## Bounding box coordinate data

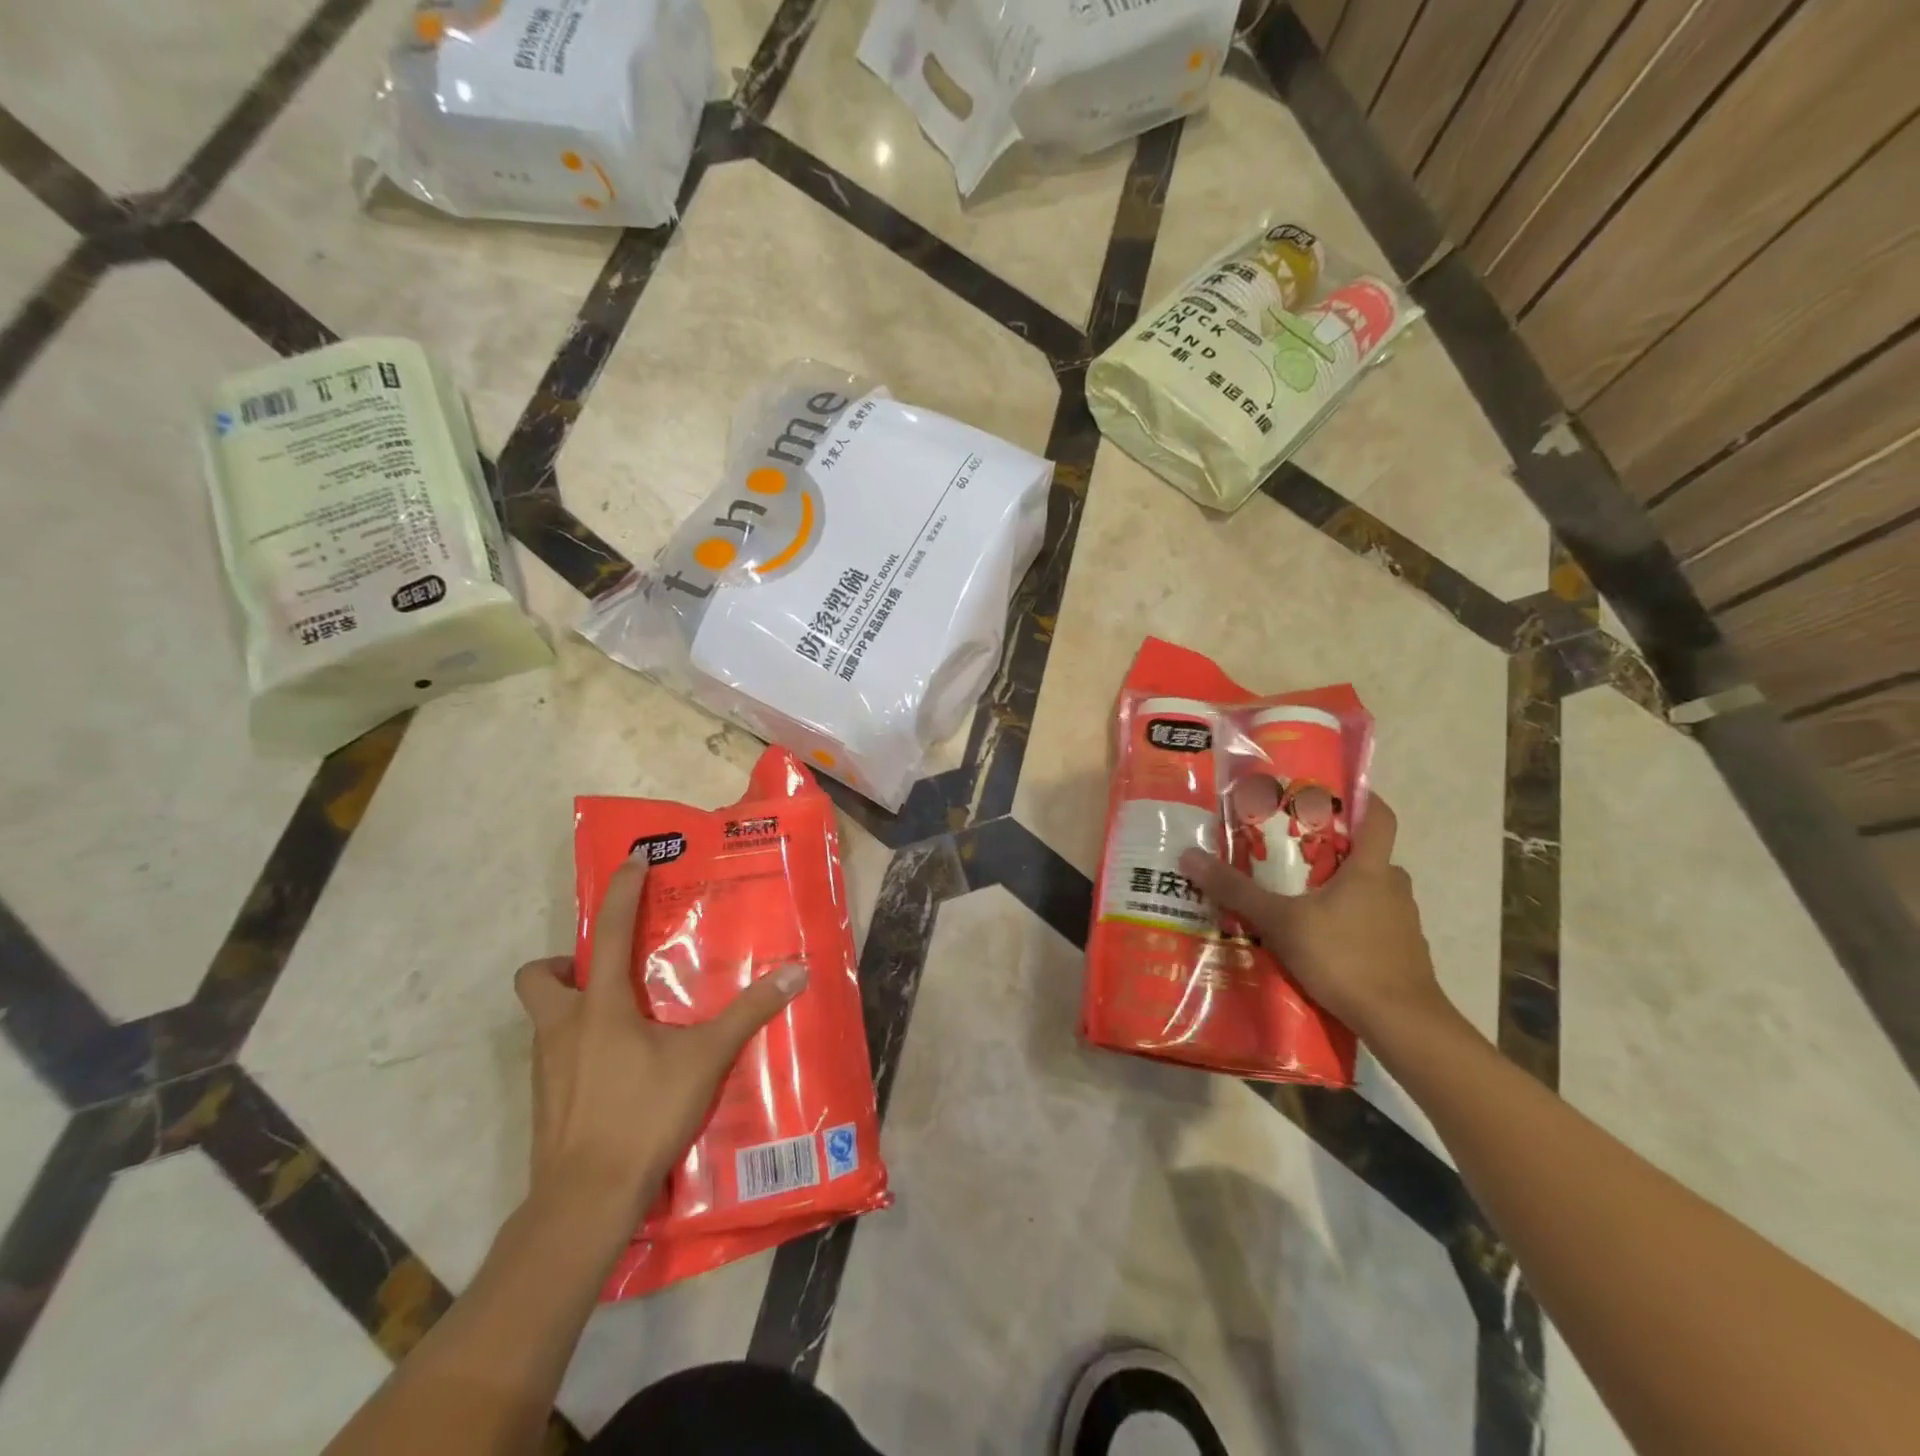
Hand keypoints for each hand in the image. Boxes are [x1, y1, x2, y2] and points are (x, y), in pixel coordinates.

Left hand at [514, 856, 805, 1232]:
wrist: (585, 1201)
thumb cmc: (643, 1115)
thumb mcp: (705, 1059)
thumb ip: (748, 1013)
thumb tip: (796, 972)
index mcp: (598, 1006)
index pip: (609, 931)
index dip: (620, 891)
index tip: (632, 861)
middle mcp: (561, 1027)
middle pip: (538, 976)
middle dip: (565, 963)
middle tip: (609, 971)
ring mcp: (545, 1067)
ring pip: (544, 1017)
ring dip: (574, 1005)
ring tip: (625, 1020)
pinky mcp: (545, 1100)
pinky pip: (555, 1054)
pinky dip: (579, 1046)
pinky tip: (618, 1069)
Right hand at [1179, 796, 1449, 1041]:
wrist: (1402, 1024)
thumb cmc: (1345, 957)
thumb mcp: (1280, 922)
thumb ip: (1236, 890)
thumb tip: (1189, 856)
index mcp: (1372, 868)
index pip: (1379, 816)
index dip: (1359, 798)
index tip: (1328, 793)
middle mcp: (1393, 887)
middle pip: (1366, 854)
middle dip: (1331, 849)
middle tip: (1289, 851)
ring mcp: (1403, 922)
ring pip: (1369, 891)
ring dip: (1338, 889)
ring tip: (1296, 898)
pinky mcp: (1402, 953)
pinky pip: (1372, 923)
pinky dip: (1348, 922)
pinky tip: (1318, 940)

## TASK TO CARRY OUT
Looking at the records above, how many of their lines carry the string "hand"? Answer with the number and nothing else.

## SOLUTION TO THIS EXERCISE
3